_Problem_:
Each record is to be given again without alteration.

Start of Block

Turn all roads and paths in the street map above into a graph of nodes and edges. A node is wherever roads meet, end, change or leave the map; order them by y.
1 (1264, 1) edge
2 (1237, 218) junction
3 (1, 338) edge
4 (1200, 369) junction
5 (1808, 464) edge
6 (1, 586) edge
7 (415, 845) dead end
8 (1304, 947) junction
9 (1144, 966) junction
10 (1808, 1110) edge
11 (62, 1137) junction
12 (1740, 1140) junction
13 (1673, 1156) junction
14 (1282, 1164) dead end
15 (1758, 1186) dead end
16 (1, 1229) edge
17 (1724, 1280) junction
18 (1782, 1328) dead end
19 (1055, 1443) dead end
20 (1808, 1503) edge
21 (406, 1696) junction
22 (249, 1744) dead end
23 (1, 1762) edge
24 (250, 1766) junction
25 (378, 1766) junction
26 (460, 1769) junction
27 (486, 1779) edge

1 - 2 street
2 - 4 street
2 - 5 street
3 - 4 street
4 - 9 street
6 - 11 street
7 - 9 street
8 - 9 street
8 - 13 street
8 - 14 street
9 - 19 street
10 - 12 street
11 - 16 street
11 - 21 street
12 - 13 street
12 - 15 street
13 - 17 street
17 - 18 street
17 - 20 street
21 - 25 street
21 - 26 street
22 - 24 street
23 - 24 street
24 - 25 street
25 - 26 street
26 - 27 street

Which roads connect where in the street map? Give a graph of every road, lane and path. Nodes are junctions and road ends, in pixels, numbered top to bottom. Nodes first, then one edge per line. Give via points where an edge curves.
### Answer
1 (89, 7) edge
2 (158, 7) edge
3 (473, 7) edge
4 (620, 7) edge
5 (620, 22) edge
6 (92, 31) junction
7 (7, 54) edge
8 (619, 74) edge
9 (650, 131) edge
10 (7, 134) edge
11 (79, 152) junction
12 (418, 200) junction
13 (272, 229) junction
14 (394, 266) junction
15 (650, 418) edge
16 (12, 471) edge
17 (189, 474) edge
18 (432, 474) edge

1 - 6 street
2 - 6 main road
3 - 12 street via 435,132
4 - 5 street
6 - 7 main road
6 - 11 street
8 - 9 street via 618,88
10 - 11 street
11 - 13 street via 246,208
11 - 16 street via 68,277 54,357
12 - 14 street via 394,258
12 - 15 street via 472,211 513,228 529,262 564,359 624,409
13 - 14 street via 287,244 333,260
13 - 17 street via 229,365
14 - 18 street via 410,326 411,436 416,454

End of Block

_Exercise result_:
Turn all roads and paths in the street map above into a graph of nodes and edges. A node is wherever roads meet, end, change or leave the map; order them by y.
1 (1264, 1) edge
2 (1237, 218) junction
3 (1, 338) edge
4 (1200, 369) junction
5 (1808, 464) edge
6 (1, 586) edge
7 (415, 845) dead end
8 (1304, 947) junction
9 (1144, 966) junction
10 (1808, 1110) edge
11 (62, 1137) junction
12 (1740, 1140) junction
13 (1673, 1156) junction
14 (1282, 1164) dead end
15 (1758, 1186) dead end
16 (1, 1229) edge
17 (1724, 1280) junction
18 (1782, 1328) dead end
19 (1055, 1443) dead end
20 (1808, 1503) edge
21 (406, 1696) junction
22 (249, 1744) dead end
23 (1, 1762) edge
24 (250, 1766) junction
25 (378, 1766) junction
26 (460, 1769) junction
27 (486, 1779) edge

1 - 2 street
2 - 4 street
2 - 5 street
3 - 4 street
4 - 9 street
6 - 11 street
7 - 9 street
8 - 9 street
8 - 13 street
8 - 14 street
9 - 19 street
10 - 12 street
11 - 16 street
11 - 21 street
12 - 13 street
12 - 15 street
13 - 17 street
17 - 18 street
17 - 20 street
21 - 25 street
21 - 26 street
22 - 24 street
23 - 24 street
24 - 25 street
25 - 26 street
26 - 27 street

Which roads connect where in the street map? Give a graph of every road, lane and path. Nodes are junctions and road ends, in pixels, numbered top to bottom. Nodes first, then one edge per line. Give via points where an edge curves.
### Answer
1 (89, 7) edge
2 (158, 7) edge
3 (473, 7) edge
4 (620, 7) edge
5 (620, 22) edge
6 (92, 31) junction
7 (7, 54) edge
8 (619, 74) edge
9 (650, 131) edge
10 (7, 134) edge
11 (79, 152) junction
12 (418, 200) junction
13 (272, 229) junction
14 (394, 266) junction
15 (650, 418) edge
16 (12, 471) edge
17 (189, 474) edge
18 (432, 474) edge

1 - 6 street
2 - 6 main road
3 - 12 street via 435,132
4 - 5 street
6 - 7 main road
6 - 11 street
8 - 9 street via 618,88
10 - 11 street
11 - 13 street via 246,208
11 - 16 street via 68,277 54,357
12 - 14 street via 394,258
12 - 15 street via 472,211 513,228 529,262 564,359 624,409
13 - 14 street via 287,244 333,260
13 - 17 street via 229,365
14 - 18 street via 410,326 411,436 416,454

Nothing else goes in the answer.